From: David Howells <dhowells@redhat.com>
To: Christian Brauner <christian@brauner.io>,
Matthew Wilcox <willy@infradead.org>,
Christoph Hellwig <hch@infradead.org>
Cc: David Howells <dhowells@redhat.com>,
Paulo Alcantara <pc@manguebit.com>, Jens Axboe <axboe@kernel.dk>,
Leon Romanovsky <leon@kernel.org>,
Steve French <sfrench@samba.org>,
ChenXiaoSong <chenxiaosong@chenxiaosong.com>,
Marc Dionne <marc.dionne@auristor.com>,
Eric Van Hensbergen <ericvh@kernel.org>,
Dominique Martinet <asmadeus@codewreck.org>,
Ilya Dryomov <idryomov@gmail.com>,
Trond Myklebust <trondmy@kernel.org>,
netfs@lists.linux.dev, linux-afs@lists.infradead.org,
linux-cifs@vger.kernel.org, linux-nfs@vger.kernel.org,
ceph-devel@vger.kernel.org, v9fs@lists.linux.dev,
linux-erofs@lists.ozlabs.org, linux-fsdevel@vger.kernel.org,
linux-kernel@vger.kernel.org
Subject: [PATCH 00/26] netfs: Keep track of folios in a segmented bio_vec[] chain
Date: Thu, 26 Mar 2026 10:45:15 +0000 [thread overview]
Message-ID: <20260326104544.509518-1-dhowells@redhat.com> (raw)
Hi Christian,
Could you add these patches to the VFS tree for next?
The patches get rid of folio_queue, rolling_buffer and ITER_FOLIOQ,
replacing the folio queue construct used to manage buffers in netfslib with
one based around a segmented chain of bio_vec arrays instead.
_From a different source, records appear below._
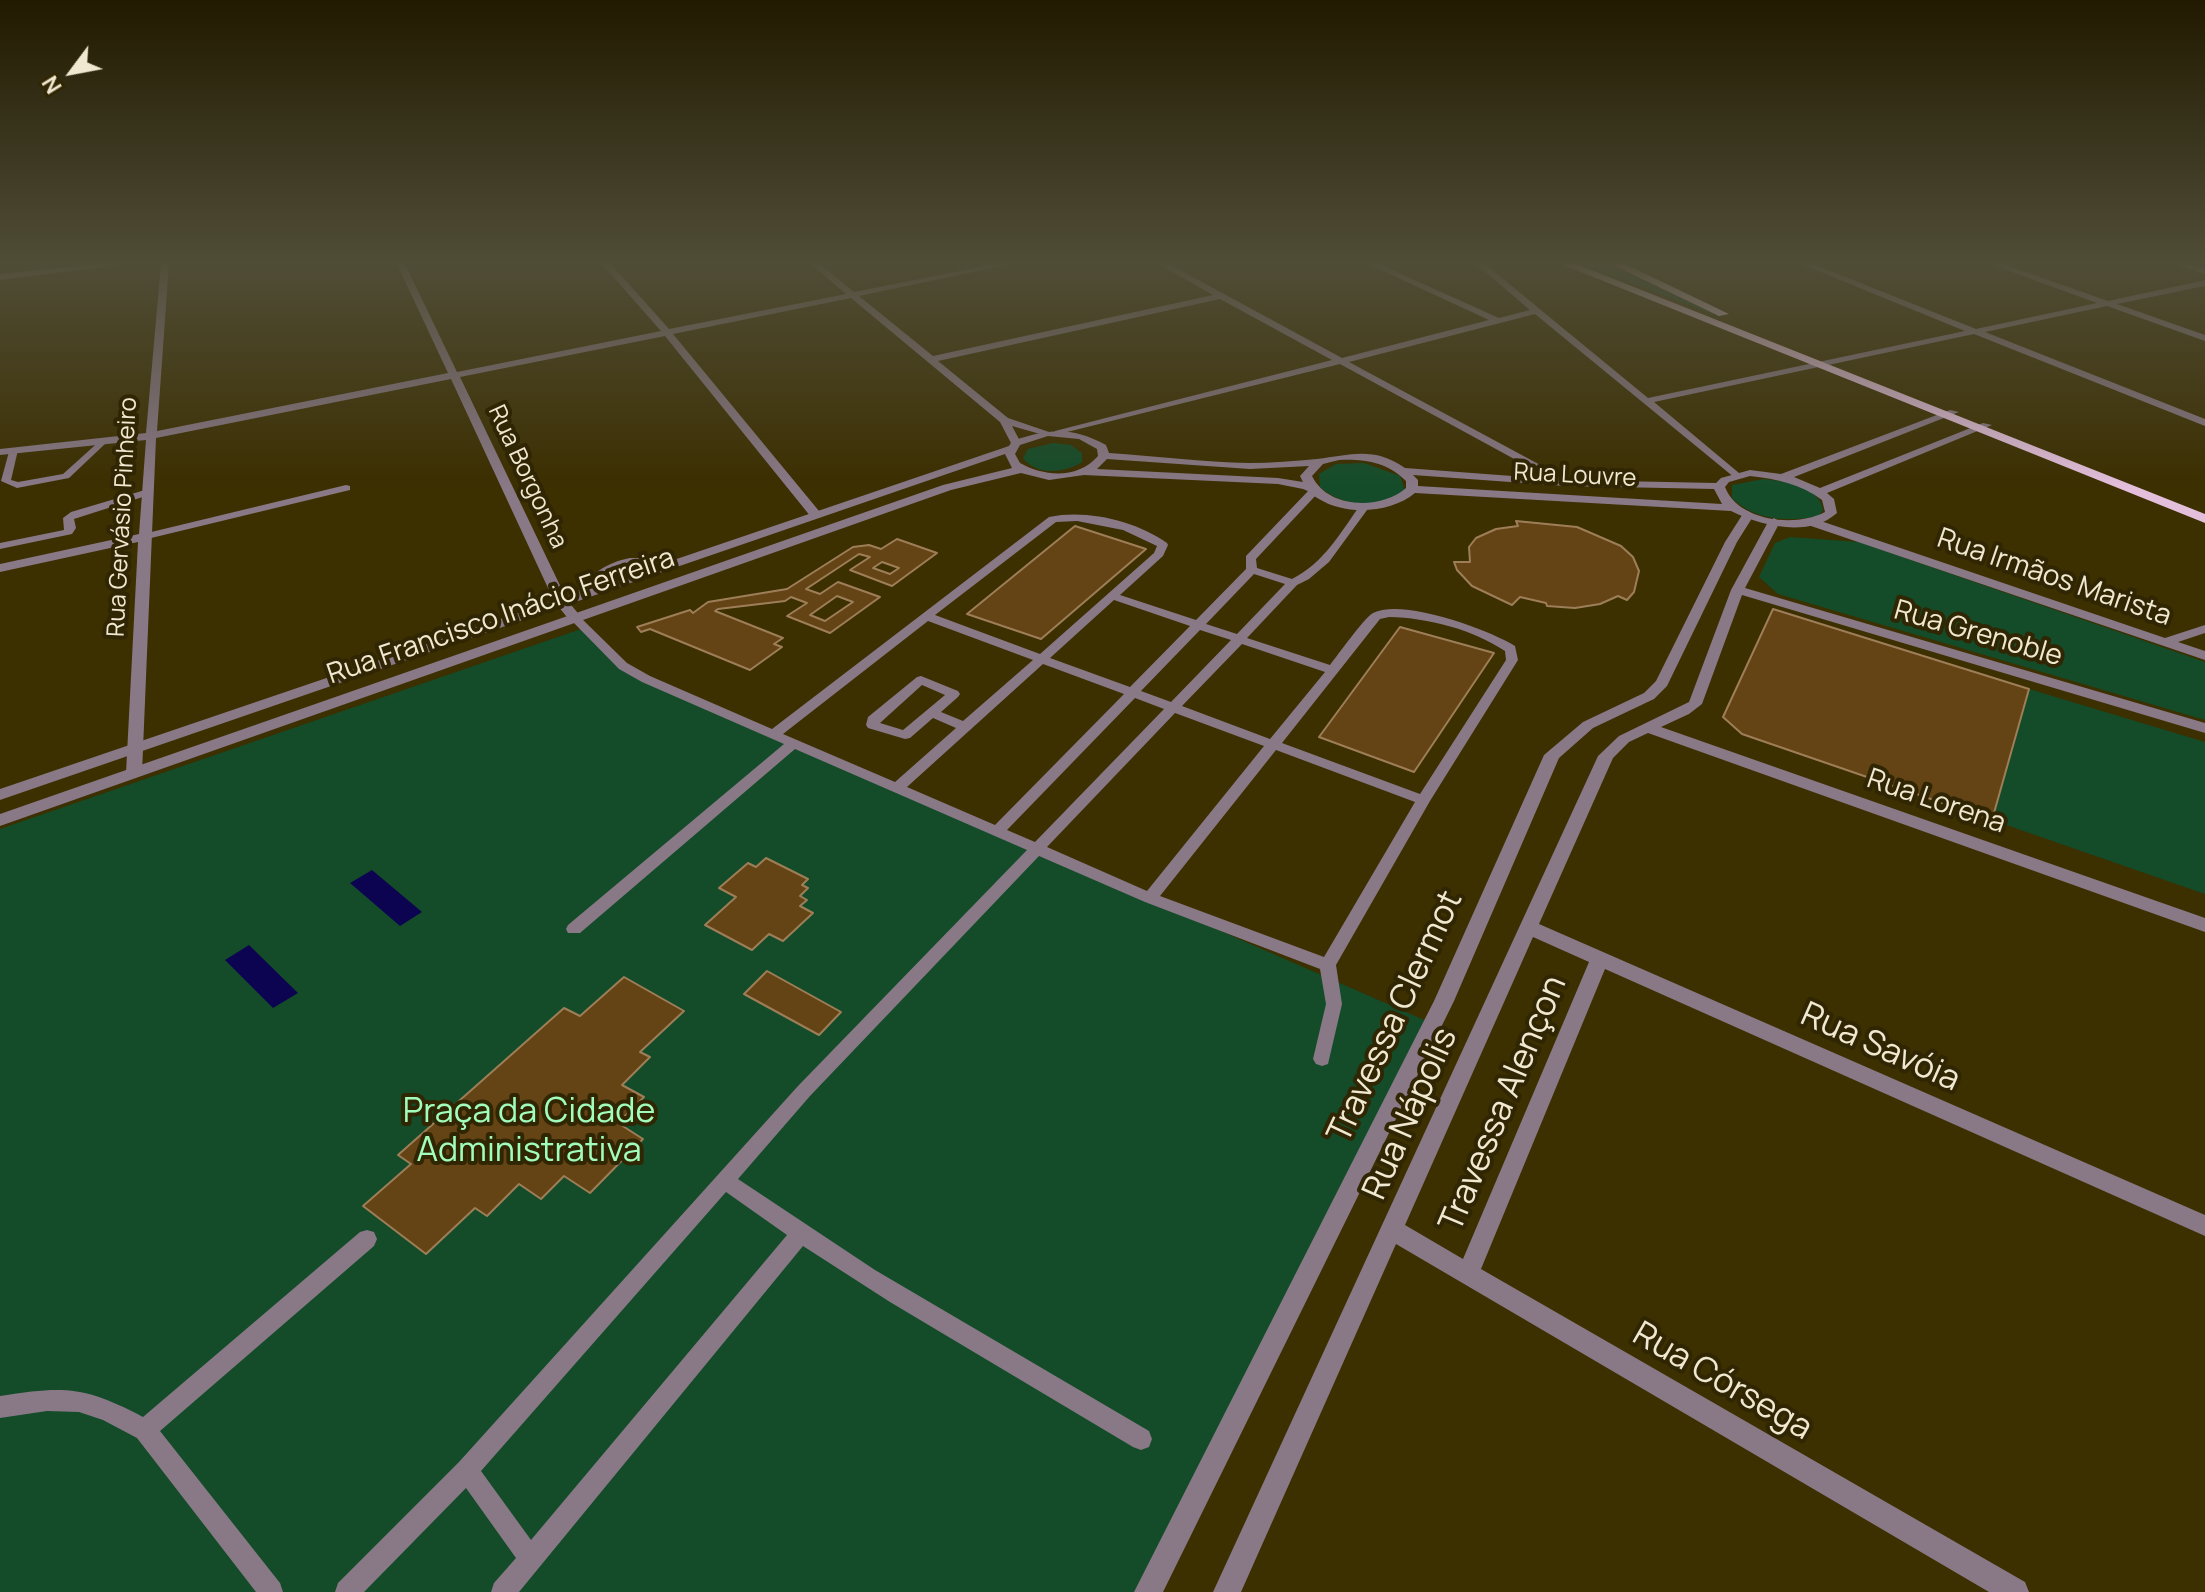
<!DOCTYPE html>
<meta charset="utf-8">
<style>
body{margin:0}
#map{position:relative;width:2205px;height:1592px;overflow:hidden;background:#3c2f00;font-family:Manrope,sans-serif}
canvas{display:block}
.north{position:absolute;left:32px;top:32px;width:80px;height:80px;-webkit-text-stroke:6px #302603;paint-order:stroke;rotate:238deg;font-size:22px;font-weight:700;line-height:32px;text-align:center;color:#f0e8d0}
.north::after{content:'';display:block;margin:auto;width:28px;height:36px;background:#f0e8d0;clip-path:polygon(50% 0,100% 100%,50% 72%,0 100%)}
</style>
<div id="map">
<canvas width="2205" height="1592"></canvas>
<div class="north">N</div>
</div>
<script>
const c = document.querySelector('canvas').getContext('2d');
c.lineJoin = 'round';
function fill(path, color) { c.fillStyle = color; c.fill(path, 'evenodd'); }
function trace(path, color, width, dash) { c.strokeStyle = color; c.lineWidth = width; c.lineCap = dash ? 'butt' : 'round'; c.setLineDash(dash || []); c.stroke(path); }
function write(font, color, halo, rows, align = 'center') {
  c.font = font + ' Manrope,sans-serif'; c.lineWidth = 8; c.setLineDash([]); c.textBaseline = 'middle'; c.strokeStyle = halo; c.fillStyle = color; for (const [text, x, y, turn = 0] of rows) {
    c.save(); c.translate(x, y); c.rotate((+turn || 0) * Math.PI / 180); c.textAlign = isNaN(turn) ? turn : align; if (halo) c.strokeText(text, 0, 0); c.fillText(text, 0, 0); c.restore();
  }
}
const green = new Path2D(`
 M1583,264H1608L1723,318H1722Z
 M1053,443L1071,445L1082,453V462C1065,473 1036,476 1023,458L1028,449Z
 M1364,463L1400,476L1405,490C1380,509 1344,508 1320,487L1319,474L1336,464Z
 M1764,479C1783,481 1820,486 1823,510L1819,516C1789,522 1755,521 1732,498V485Z
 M1790,537L1859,542L2205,662V720L1778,594L1759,577L1775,543Z
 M581,629L605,654L695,701L1431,1023L1147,1592H0V829Z
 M2029,689L2205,742V894L1992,820Z`);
const water = new Path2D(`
 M372,870L422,912L400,926L350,883Z
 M249,945L298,993L273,1008L225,960Z`);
const building = new Path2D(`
 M1516,521L1577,527L1621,546L1633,557L1639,571L1634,592L1627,600L1618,596L1600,604L1575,608L1547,606L1546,603L1520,597L1512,605L1472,586L1457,570L1454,562H1470L1469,547L1476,538L1496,529L1518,526Z
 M1075,526L1146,549L1041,639L967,614Z
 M897,539L937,553L892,586L850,570L870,557L859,554L806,589L820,594L838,582L880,597L830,633L787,616L807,603L791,597L785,601L718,609L715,611L783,638L774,644L782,647L750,670L650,629L641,632L637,627L690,610L693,613L708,602L787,589L853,547L869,545L881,549ZM882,562L899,568L890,574L873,568ZM837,596L853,602L825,621L810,615Z
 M1773,609L2029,689L1992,820L1742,734L1723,717Z
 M1400,627L1494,653L1414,772L1319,737Z
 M766,858L808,879L802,885L808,888L800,896L807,900L800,906L813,913L783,941L769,934L752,950L705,925L736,897L719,888L748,863L756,867Z
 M767,971L841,1012L819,1035L744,994Z
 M624,977L684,1011L640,1052L650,1057L622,1085L644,1097L618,1123L643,1139L590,1193L564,1176L541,1199L519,1184L487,1216L475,1208L426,1254L363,1206L411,1164L398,1155L564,1008L580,1016Z`);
const service = new Path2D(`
 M103,438L108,441L106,443L69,478L17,488L1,481L10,448L18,450L11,480L18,482L63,474Z
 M346,485L350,486V490L147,539L142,536L143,534Z
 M1314,488L1319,491L1318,493L1256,559L1257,568L1292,579C1324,563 1341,532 1361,504L1365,503L1370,506L1329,562L1309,579L1297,585L1247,638L1330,665C1338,655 1364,618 1373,613C1403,598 1489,630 1515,646L1518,660L1430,801L1336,965L1342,1004L1328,1064L1322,1066L1316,1064L1313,1059L1326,1004L1320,969L1145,902L1039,856L810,1096L738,1179L875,1270L1149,1431L1152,1439L1149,1447L1141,1450L1133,1447L890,1302L803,1246L519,1592H491L494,1583L516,1558L466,1488L364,1592H335L338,1583L459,1462L798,1086L1027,850L795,749L580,933H568L566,929L568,925L784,744L642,682L619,669L571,620V616H579L627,663L650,676L772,729L1049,517C1087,509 1136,521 1167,543L1168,545L1163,556L1120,595L1196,620L1246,569V556L1310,489ZM1077,521L1123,530L1157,546L1154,553L1040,654L935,615L1056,522ZM1254,574L1285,584L1237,634L1206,624ZM1114,600L1190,626L1130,687L1050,658ZM1389,617C1429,618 1471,629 1505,651L1506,660L1420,794L1282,743L1380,619ZM928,621L1033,660L963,721L941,712L958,697L960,694L958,691L921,676L917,677L868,717L866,725L868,728L905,739L910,738L933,718L956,728L895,782L783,734ZM1200,630L1231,640L1171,702L1141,691ZM1242,644L1325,672L1270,739L1182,706ZM1043,664L1124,694L995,825L907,787ZM922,685L945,695L903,730L880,723ZM1135,698L1164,709L1035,842L1007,830ZM1175,713L1264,746L1147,891L1047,847ZM1276,750L1415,802L1324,957L1160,896ZM726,1192L787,1235L531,1540L481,1471Z
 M145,490L149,491V495L74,519L76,528L72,534L0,549V543L64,530L63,518L71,512Z
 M630,558H654L672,562L674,564C666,568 663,566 655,565C624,561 604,573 585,596H577V592C592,573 606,563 630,558Z
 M367,1230L374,1232L377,1239L374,1246L160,1431L280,1583L283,1592H256L137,1438L103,1420L79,1412L47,1411L0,1418V1396C65,1386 84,1386 143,1417L360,1232Z`);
const minor = new Path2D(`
 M97,264H127L0,280V274Z
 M161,264H169L157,431L448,373L397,264H405L457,372L661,331L602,264H611L669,329L846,294L811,264H820L854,292L994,264H1012L859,296L933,356L1213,295L1158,264H1169L1342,358L1489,320L1368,264H1379L1499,318L1530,310L1476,264H1485L1648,398L1965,331L1801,264H1813L1976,329L2097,303L1990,264H2003L2108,301L2205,280V286L2117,304L2205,335V341L2107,306L1985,332L2205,419V426L1974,334L1654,402L1739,473L1741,475L1735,478L1535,314L1349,362L1570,481V485H1562L1340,364L1055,435V431L1332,360L1220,299L938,361L1008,418L1052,433L1047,436L1012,426L1021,443L1016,446L1011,443L1000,422L851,298L673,334L819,511L821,514L815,518L811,517L665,336L460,377L567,600L582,618L575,622L570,621L554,601L451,379L156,438L142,773L134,778L126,773L138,542L0,572V564L139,534L146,440L0,455V449L146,433Z
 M2176,264H2189L2205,269V274Z
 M1748,511L1754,515L1737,542L1667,686L1654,699L1593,728L1559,758L1454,1001L1163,1592H1134L1434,1001L1544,755L1583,722L1644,693L1656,681L1725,542L1744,512Z
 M1774,518L1780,522L1745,588L2205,723V733L1742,595L1702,704L1689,714L1661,727L2205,918V932L1648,733L1629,742L1613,758L1539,924L2205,1215V1236L1605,969L1481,1269L2025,1582L2029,1592H1989L1396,1244L1241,1592H1213L1598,756L1619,736L1689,702L1731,590L1768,522ZM1533,937L1589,962L1463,1259L1405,1225Z
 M1815,519L2165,638L2205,625V633L2178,642L2205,651V660L1811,526V520Z`);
const tertiary = new Path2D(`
 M1950,410L1959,412L1794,477L1820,488L1983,423L1992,425L1827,493L1834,499L1837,513C1809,538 1761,526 1731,511L1415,493C1391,513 1346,516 1319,499C1313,496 1310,491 1303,489C1295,487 1286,486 1278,484L1084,475L1049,480L1021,473L951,490L0,826V814L943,485L1012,468L1005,454L0,800V789L1009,446L1012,441C1049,429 1070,426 1106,445L1109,453C1155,456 1203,462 1249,463C1271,463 1295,461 1317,459C1350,455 1374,446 1405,468L1566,480L1716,483L1721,478L1750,470L1781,474ZM1048,436L1079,439L1097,449L1098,456C1078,479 1045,477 1020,463L1015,454L1020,445ZM1107,459L1250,469L1309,466L1300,476L1303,482L1278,478L1097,469ZM1339,460C1365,459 1387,462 1406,481V488C1381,510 1328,509 1312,476L1323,464ZM1413,475L1566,486L1714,489L1722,504L1418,486V480ZM1750,476C1777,479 1801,484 1822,500L1825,512C1795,528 1738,521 1725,487L1729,482Z`);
const primary = new Path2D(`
 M1561,264H1576L2205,514V523Z
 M1611,264H1625L1729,314L1719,316Z`);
const farStreetnames = [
 ["Rua Louvre",1575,476,3],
 ["Rua Borgonha",527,477,65],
 ["Rua Gervásio Pinheiro",123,517,-87]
];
const streetNames = [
 ["Rua Irmãos Marista",2054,578,19],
 ["Rua Francisco Inácio Ferreira",501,617,-19],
 ["Rua Grenoble",1978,634,16],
 ["Rua Lorena",1936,802,19]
];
const nearStreetnames = [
 ["Travessa Clermot",1396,1017,-65],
 ["Rua Savóia",1880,1048,24],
 ["Travessa Alençon",1504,1104,-67],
 ["Rua Nápolis",1411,1114,-66],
 ["Rua Córsega",1722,1382,30]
];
const nearParknames = [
 ["Praça da Cidade",529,1112],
 ["Administrativa",529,1151]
];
fill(green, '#144c29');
fill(water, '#0c0451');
fill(building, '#644414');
trace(building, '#9d7e58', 2);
fill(service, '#897886');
fill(minor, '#897886');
fill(tertiary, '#897886');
fill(primary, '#e3bfdc');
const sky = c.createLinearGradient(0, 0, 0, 487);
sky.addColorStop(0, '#211a00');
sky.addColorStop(0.54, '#504d37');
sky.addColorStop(1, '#504d3700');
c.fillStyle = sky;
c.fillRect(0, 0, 2205, 487);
write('24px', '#f0e8d0', '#302603', farStreetnames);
write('28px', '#f0e8d0', '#302603', streetNames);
write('34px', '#f0e8d0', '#302603', nearStreetnames);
write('34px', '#a1fdbb', '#302603', nearParknames);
</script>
There are
three main aims here:
(1) The kernel file I/O subsystem seems to be moving towards consolidating
on the use of bio_vec arrays, so embrace this by moving netfslib to
keep track of its buffers for buffered I/O in bio_vec[] form.
(2) Netfslib already uses a bio_vec[] to handle unbuffered/DIO, so the
number of different buffering schemes used can be reduced to just a
single one.
(3) Always send an entire filesystem RPC request message to a TCP socket
with single kernel_sendmsg() call as this is faster, more efficient
and doesn't require the use of corking as it puts the entire
transmission loop inside of a single tcp_sendmsg().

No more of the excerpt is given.